In some of the installments Dan, without sentimentality, confronts his physical decay: "Daniel, once so vigorous and hale, / Will (shortly) look (and be) beyond the pale." In other poems, death, Dickinson-style, kindly stops for him ("Enormously tall / With a thick face") and is sent away again, at least for now: "I stared, / Neither pleased nor scared, /Neither calm nor unsteady--/ But not quite ready." In several installments, Dan is already dead, which, in this memorable poem, he describes as an ecstatic, even exhilarating, experience:

   "Can you tell me what it's like to die?"

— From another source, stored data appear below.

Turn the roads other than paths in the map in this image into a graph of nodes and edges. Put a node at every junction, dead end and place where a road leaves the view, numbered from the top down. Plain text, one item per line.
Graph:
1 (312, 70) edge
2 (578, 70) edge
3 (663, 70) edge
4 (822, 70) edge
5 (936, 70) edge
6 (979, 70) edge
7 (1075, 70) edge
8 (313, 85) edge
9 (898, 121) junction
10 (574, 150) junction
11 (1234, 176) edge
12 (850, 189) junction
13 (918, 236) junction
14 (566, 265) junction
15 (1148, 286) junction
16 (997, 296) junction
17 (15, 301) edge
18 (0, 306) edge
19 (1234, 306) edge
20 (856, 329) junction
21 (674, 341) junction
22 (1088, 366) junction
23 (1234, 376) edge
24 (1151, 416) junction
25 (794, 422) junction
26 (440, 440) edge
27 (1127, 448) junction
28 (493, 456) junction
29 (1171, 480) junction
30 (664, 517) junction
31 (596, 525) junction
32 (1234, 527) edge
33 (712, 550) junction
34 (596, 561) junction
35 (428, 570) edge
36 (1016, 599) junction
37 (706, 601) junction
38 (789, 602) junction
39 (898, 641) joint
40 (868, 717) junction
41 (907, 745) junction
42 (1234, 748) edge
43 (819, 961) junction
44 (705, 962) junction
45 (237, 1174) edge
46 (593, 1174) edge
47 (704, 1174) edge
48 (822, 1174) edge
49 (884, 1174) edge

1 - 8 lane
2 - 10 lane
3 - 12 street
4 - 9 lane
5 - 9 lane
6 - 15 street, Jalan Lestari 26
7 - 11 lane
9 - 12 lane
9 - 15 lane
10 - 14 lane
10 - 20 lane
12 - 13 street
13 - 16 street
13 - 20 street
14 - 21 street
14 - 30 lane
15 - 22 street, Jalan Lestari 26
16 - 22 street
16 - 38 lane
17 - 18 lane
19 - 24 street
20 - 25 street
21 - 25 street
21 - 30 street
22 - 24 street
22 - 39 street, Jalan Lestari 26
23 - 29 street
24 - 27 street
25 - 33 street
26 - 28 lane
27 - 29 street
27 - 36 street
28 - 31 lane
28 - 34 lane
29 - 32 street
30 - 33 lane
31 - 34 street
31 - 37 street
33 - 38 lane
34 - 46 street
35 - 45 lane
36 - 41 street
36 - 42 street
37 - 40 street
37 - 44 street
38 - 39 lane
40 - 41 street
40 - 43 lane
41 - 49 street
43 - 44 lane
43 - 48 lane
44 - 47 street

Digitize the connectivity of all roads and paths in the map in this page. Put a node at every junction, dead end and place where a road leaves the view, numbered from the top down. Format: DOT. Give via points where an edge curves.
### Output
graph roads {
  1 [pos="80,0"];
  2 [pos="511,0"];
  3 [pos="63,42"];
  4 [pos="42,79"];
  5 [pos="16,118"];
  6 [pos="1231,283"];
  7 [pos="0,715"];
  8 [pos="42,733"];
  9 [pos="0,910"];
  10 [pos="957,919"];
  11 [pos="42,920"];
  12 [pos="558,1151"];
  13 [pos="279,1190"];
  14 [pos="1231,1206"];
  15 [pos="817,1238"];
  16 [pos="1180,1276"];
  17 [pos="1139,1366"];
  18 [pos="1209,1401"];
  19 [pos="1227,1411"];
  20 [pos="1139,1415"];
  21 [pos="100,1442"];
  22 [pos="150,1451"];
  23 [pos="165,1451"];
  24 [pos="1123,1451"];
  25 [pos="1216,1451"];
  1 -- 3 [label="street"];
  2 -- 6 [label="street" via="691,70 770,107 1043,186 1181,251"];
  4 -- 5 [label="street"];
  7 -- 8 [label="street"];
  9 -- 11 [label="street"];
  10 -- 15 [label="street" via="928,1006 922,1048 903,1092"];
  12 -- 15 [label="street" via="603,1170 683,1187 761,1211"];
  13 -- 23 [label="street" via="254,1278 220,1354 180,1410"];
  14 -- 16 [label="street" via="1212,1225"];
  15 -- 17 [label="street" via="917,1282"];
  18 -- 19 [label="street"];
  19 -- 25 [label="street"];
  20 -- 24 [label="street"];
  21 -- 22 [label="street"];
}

   "I'll try, but not the 'dying' part--

   Rather the charm of being dead

   After you've sawn through bars,

   Cast off what encumbers,

   And sailed past stars,

   Anonymous as numbers."

The rhyme in the last four lines enhances the magic of the experience he imagines. Anonymity comes as a relief from the prison of the professional hankering for recognition, the bane of the academic life, from which Dan admits he wasn't free either. This unsparing look at his own striving for significance finds its definitive expression in the poem that follows:

   When I die,

   Will God blink his eye?

   The sun sniff itself out?

   This I doubt,

 

   But perhaps the earth will tilt,

   And the moon flush with guilt,

   And the clouds drip tears.

 

   Then after many years

   When nothing remains of me--not a particle,

   I shall sparkle

   In the footnote of an article.

The poem begins by rejecting the grandiose fantasy that the universe will care about Dan Aaron's death. God will be indifferent (paring his fingernails, as Joyce would have put it), and the sun will go on shining. But this is fake modesty, for the next melodramatic stanza imagines three more ways in which the world could indeed show that it cares: the earth could wobble on its axis (since it's already tilted anyway), the moon could turn purple, and the clouds rain tears.

 

The corniness of that second fantasy is qualified by the "perhaps" that introduces the stanza and then permanently rejected by the final stanza, which substitutes slow decay for cataclysmic fanfare, biological process for professions of grief: "nothing remains of me." Well, not quite nothing--Professor Aaron will live on, even "sparkle," as a reference in an academic footnote, maybe an ironic echo of Shakespeare's promise, to his lover, that, in his verse, he shall "shine more bright.../ Than unswept stone" (sonnet 55). Thus endeth a life that, if wasn't always well-lived, was at least, to the best of one's ability, lived.